Le principe de la méthode des comparables est de se référer aux dernières transactions de marché connues sur des entreprises se rapprochant de celle à évaluer, notamment celles réalisées dans le même secteur d’activité. Le principal défi est de récupérer des informations relatives à ces opérations qui sont souvent confidentielles. Il existe des bases de données professionnelles payantes qui peuvent fournir ce type de données et qui après retraitements peuvent donner des résultats très pertinentes pour la valorisation d’une PME. Cette approche permet de refléter les pratiques du marché et est particulièrement utile lors de cessions ou levées de fonds lorsque des transactions comparables existent.

Valeur d’entreprise vs valeur des titres

Sans rentrer dans des détails financiers trop complexes : la VE est la valeur donnée à l’activité de l’entreprise indépendamment de sa structure de financement; la VT est la valeur des actions détenues par les actionnaires et donc l’objet d’une transaction de cession (equity deal). La répartition entre VE et VT peut influencer fortement la négociation et l’évaluation finale dans une opération de cession ou de reprise.

Quand et pourquoi valoriser une PME ?

Combien vaut mon entreprise ? Une question que se posent régulièrement les entrepreneurs.
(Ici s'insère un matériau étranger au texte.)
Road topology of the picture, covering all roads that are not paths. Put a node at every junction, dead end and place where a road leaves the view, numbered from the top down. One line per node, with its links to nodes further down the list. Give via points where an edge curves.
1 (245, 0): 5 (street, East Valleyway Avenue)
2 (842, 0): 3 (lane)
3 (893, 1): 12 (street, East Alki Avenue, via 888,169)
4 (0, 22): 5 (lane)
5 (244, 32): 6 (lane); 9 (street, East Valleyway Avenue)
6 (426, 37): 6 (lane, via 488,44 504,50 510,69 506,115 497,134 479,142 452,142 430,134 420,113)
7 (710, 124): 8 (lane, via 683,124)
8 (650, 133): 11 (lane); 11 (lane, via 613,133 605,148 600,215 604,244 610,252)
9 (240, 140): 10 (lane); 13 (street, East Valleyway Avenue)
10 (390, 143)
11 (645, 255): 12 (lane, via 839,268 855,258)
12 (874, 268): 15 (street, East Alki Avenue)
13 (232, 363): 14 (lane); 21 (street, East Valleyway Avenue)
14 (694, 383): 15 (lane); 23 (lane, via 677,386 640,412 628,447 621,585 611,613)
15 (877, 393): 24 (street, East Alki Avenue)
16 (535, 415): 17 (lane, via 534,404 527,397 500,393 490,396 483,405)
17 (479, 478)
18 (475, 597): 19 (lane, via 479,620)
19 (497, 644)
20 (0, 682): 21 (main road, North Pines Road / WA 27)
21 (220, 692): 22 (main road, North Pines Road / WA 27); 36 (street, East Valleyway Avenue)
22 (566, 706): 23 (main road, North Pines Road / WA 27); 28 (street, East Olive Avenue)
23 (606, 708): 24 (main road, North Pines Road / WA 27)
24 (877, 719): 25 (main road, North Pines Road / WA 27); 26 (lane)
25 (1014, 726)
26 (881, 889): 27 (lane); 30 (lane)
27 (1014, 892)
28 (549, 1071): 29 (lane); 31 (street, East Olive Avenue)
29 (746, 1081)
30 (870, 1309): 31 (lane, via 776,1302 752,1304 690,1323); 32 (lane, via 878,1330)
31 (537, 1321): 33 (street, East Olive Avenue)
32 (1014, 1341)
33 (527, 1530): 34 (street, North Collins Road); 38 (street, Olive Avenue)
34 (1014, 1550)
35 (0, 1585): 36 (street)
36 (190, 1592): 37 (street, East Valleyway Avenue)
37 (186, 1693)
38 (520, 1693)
Déterminer la valeur d’une entreprise revient à estimer le montant auquel les actionnaires pourraient prétendre pour en céder le contrôle à d’éventuels acquéreurs. La valorisation est indispensable lors d’une levée de fonds, d’une cession, d’un rachat ou pour piloter la stratégie et prendre des décisions éclairées.

Pour qui valoriser ? Une valorisation peut être réalisée pour préparer une cession ou transmission, négocier avec un repreneur, structurer une opération patrimoniale ou piloter l’entreprise. Il est souvent recommandé de faire appel à un professionnel compétent afin de sécuriser la méthode, d’objectiver les hypothèses et d’anticiper les points de discussion.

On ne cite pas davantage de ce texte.